CALLER:  Well, the thing is, I don't know what was going on.  I wasn't reading newspapers or listening to the radio. I was just in high school.  I just know what --

RUSH:  That's no excuse.  I was listening to the radio and reading and TV when I was in high school. What were you doing, baking?

CALLER:  (laughing)  I was studying.

RUSH:  I'm just kidding.  I'm not yelling at you, you understand that?

CALLER:  No.

RUSH:  You were studying, home ec.  Going to dances? (laughing)

CALLER:  My mother was determined I was gonna go to college.

RUSH:  He-he-he-he-he.

CALLER:  I only had one.

RUSH:  Did you?

CALLER:  Huh?

RUSH:  Did you go to college?

CALLER:  Yeah.  Yeah.

RUSH:  Good!  Terrific.  I didn't.

CALLER:  Yeah.  Well --

RUSH:  I also didn't support Bobby Kennedy.

CALLER:  You what?

RUSH:  I didn't support Bobby Kennedy.

CALLER:  Yeah, you're right, it was sort of like coming out of a cult to the years after that, yeah.  Especially --

RUSH:  That family wouldn't even clean the interior of the car where he sat.
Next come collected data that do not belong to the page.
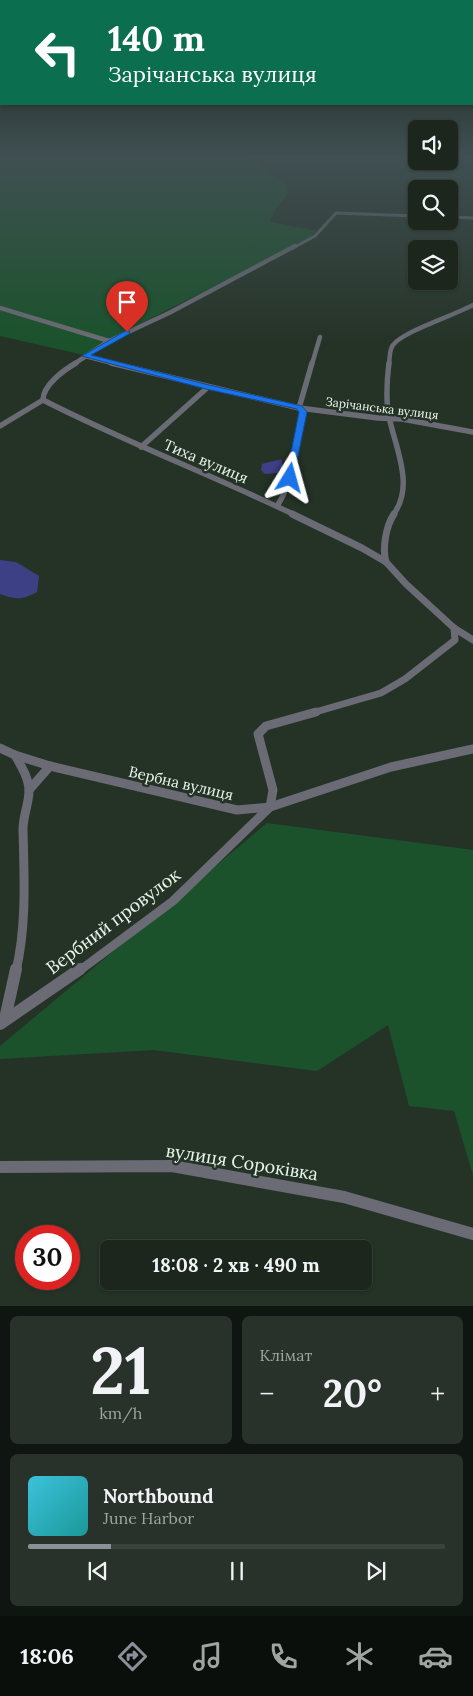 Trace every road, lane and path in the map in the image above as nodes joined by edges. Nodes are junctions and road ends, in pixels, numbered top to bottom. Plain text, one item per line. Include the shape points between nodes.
1 (331, 219) edge
2 (473, 305) edge
3 (0, 308) edge
4 (320, 337) dead end
5 (109, 341) junction
6 (85, 356) junction
7 (208, 387) junction
8 (43, 400) junction
9 (299, 408) junction
10 (390, 418) junction
11 (0, 426) edge
12 (473, 432) edge
13 (141, 447) junction
14 (277, 506) junction
15 (362, 548) junction
16 (384, 548) junction
17 (386, 562) junction
18 (454, 628) junction
19 (473, 640) edge
20 (0, 748) edge
21 (473, 749) edge
22 (15, 755) junction
23 (50, 766) junction
24 (29, 790) junction
25 (270, 807) junction
26 (3, 1022) edge
27 (0, 1167) edge
28 (473, 1234) edge

1 - 5 street via 315,236
2 - 10 street via 411,332 391,345 387,400
3 - 5 street
4 - 9 street
5 - 6 street
6 - 7 street, Зарічанська вулиця
6 - 8 street via 51,383 43,394
7 - 9 street, Зарічанська вулиця
7 - 13 street
8 - 11 street
8 - 13 street, Тиха вулиця
9 - 10 street, Зарічанська вулиця
9 - 14 street via 303,412 290,478
10 - 12 street, Зарічанська вулиця
10 - 16 street via 403,473 404,493 401,505 392,517
13 - 14 street, Тиха вулиця
14 - 15 street, Тиха вулиця
15 - 16 street
15 - 17 street, Тиха вулиця
16 - 17 street
17 - 18 street, Тиха вулиця
18 - 19 street, Тиха вулиця
18 - 25 street via 455,640 382,693 260,730 261,751 273,790
20 - 22 street, Вербна вулиця
21 - 25 street, Вербна вулиця via 391,767
22 - 23 street, Вербна вулиця
22 - 24 street, Вербний провулок via 25,772
23 - 24 street
23 - 25 street, Вербна вулиця via 237,810
24 - 26 street, Вербний провулок via 22,826 25,870 22,944
25 - 26 street, Вербний провулок via 173,900
27 - 28 street, вулиця Сороківка via 172,1166 344,1197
CALLER:  That's as close as you got to him?

RUSH:  Well, I didn't go to the rally.

CALLER:  Oh.  Yeah, it's --

RUSH:  It was at the Town Plaza, the Town Plaza Shopping Center. That's actually the name of it.  There was a Woolworth's and an auto parts store and they called it a shopping center.

CALLER:  Right.  Right.

RUSH:  And a bank.  Anyway, I appreciate the call.  Betty, I hate to do this.  Yeah, what was the point, Betty, why did you call?

CALLER:  I called because I don't understand why the Republican Party was smart enough to make sure that Alaska came in at the same time as Hawaii did?  Why they were that smart then and they don't have a clue now.

RUSH:  It is the $64,000 question.  I'm like you.  I do not understand it.  The math is the math, and the polling data is the polling data.

CALLER:  Right.

RUSH:  And there is literally no evidence to suggest that upon being granted citizenship anywhere near a majority of the Hispanics who are currently illegal aliens would vote Republican.  There's no evidence whatsoever.

CALLER:  Not just talking about the illegals.  You're talking about two generations after them will vote Democrat.

RUSH:  Oh, of course.  Of course.  It's like the Cuban exile community.  The adults, the at-present adults and the adults of the past number of years were just rock solid Republicans.  The people who escaped Castro in '59, '60, '61, 60, went to Miami, rock solid Republican.  Their kids voted Obama. The majority of their kids voted Obama, so her point here is, folks, it's not just the whatever number of illegals that we're talking about now that would be granted amnesty, 12 million is the popular number, but I'll bet that it's higher.  They're gonna have kids, and that number's gonna multiply and what is it that the Republicans see there that none of us do, other than a chance? 

But if they're looking at it, okay, there's a whole brand-new universe, chance to approach 'em with our ideas and our beliefs. Well, okay, why don't you do that with existing citizens first and perfect the technique.  I don't know.  Betty, I have no idea what we talked about other than Bobby Kennedy, but I'm glad you called.  I appreciate it, and he did wiretap Martin Luther King, and he did all kinds of stuff.  The Kennedys never got called on any of that stuff.  He was attorney general, and he was a no nonsense -- I mean, civil rights, civil liberties? It's a joke.